Department of Pharmacology, University of Tennessee Health Science Center Memphis, TN, USA.
Front Neurosci. 2011 Aug 12;5:98. doi: 10.3389/fnins.2011.00098. eCollection 2011.
The cellular heterogeneity of brain poses a particularly thorny issue in genome-wide gene expression studies. Because laser capture microdissection (LCM) enables the precise extraction of a small area of tissue, we combined LCM with neuronal track tracing to collect nucleus accumbens shell neurons that project to ventral pallidum, which are of particular interest in the study of reward and addiction. Four independent biological samples of accumbens projection neurons were obtained. Approximately 500 pg of total RNA from each sample was then amplified linearly and subjected to Affymetrix microarray and Applied Biosystems sequencing by oligonucleotide ligation and detection (SOLiD) transcriptome sequencing (RNA-seq). A total of 375 million 50-bp reads were obtained from RNA-seq. Approximately 57% of these reads were mapped to the rat reference genome (Baylor 3.4/rn4). Approximately 11,000 unique RefSeq genes and 100,000 unique exons were identified from each sample. Of the unmapped reads, the quality scores were 4.74 ± 0.42 lower than the mapped reads. When RNA-seq and microarray data from the same samples were compared, Pearson correlations were between 0.764 and 0.798. The variances in data obtained for the four samples by microarray and RNA-seq were similar for medium to high abundance genes, but less among low abundance genes detected by microarray. Analysis of 34 genes by real-time polymerase chain reaction showed higher correlation with RNA-seq (0.66) than with microarray (0.46). Further analysis showed 20-30 million 50-bp reads are sufficient to provide estimates of gene expression levels comparable to those produced by microarray. In summary, this study showed that picogram quantities of total RNA obtained by LCM of ∼700 individual neurons is sufficient to take advantage of the benefits provided by the transcriptome sequencing technology, such as low background noise, high dynamic range, and high precision.

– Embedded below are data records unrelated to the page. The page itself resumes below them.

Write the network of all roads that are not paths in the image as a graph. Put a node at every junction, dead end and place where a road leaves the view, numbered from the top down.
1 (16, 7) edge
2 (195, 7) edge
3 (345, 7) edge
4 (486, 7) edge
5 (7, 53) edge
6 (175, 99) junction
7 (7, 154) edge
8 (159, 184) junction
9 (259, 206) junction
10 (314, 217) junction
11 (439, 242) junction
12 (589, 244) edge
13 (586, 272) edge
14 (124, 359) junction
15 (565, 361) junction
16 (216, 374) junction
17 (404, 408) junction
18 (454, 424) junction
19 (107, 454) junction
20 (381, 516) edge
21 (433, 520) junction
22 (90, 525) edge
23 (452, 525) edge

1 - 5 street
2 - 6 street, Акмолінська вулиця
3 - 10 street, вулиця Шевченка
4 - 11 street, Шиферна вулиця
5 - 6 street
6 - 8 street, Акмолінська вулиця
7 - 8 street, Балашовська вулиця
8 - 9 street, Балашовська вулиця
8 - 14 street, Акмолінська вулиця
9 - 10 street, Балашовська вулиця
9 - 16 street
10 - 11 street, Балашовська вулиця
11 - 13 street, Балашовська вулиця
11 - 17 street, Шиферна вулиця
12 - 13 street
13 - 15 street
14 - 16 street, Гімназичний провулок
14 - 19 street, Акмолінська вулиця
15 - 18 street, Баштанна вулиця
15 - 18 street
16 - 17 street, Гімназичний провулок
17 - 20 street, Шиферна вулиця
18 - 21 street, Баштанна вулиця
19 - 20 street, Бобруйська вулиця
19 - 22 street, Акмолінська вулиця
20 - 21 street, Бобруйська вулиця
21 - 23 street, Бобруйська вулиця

大脑的细胞异质性在全基因组基因表达研究中构成了一个特别棘手的问题。由于激光捕获显微切割(LCM)能够精确地提取一小部分组织,因此我们将 LCM 与神经元追踪相结合,以收集投射到伏隔核苍白球的壳状神经元,这些神经元在研究奖励和成瘾方面特别有趣。获得了四个独立的 Accumbens 投射神经元的生物样本。然后,从每个样本中线性扩增约 500pg 的总 RNA,并进行 Affymetrix 微阵列和 Applied Biosystems 测序通过寡核苷酸连接和检测(SOLiD)转录组测序(RNA-seq)。从 RNA-seq 获得了总共 3.75 亿个 50bp 读取。这些读取中约有 57%映射到大鼠参考基因组(Baylor 3.4/rn4)。从每个样本中鉴定出约 11000 个独特的 RefSeq 基因和 100000 个独特的外显子。未映射的读取的质量分数比映射的读取低 4.74±0.42。当比较来自相同样本的 RNA-seq 和微阵列数据时,Pearson 相关系数在 0.764 到 0.798 之间。对于微阵列和 RNA-seq 获得的四个样本的数据,中高丰度基因的方差相似,但微阵列检测到的低丰度基因的方差较小。通过实时聚合酶链反应分析 34 个基因,与 RNA-seq 的相关性更高(0.66),与微阵列的相关性较低(0.46)。进一步分析表明,2000 万到 3000 万个 50bp 读取足以提供与微阵列相当的基因表达水平估计。总之,这项研究表明,通过 LCM 从约 700 个单个神经元中获得的皮克数量的总 RNA 足以利用转录组测序技术提供的好处,例如背景噪声低、动态范围宽和精度高。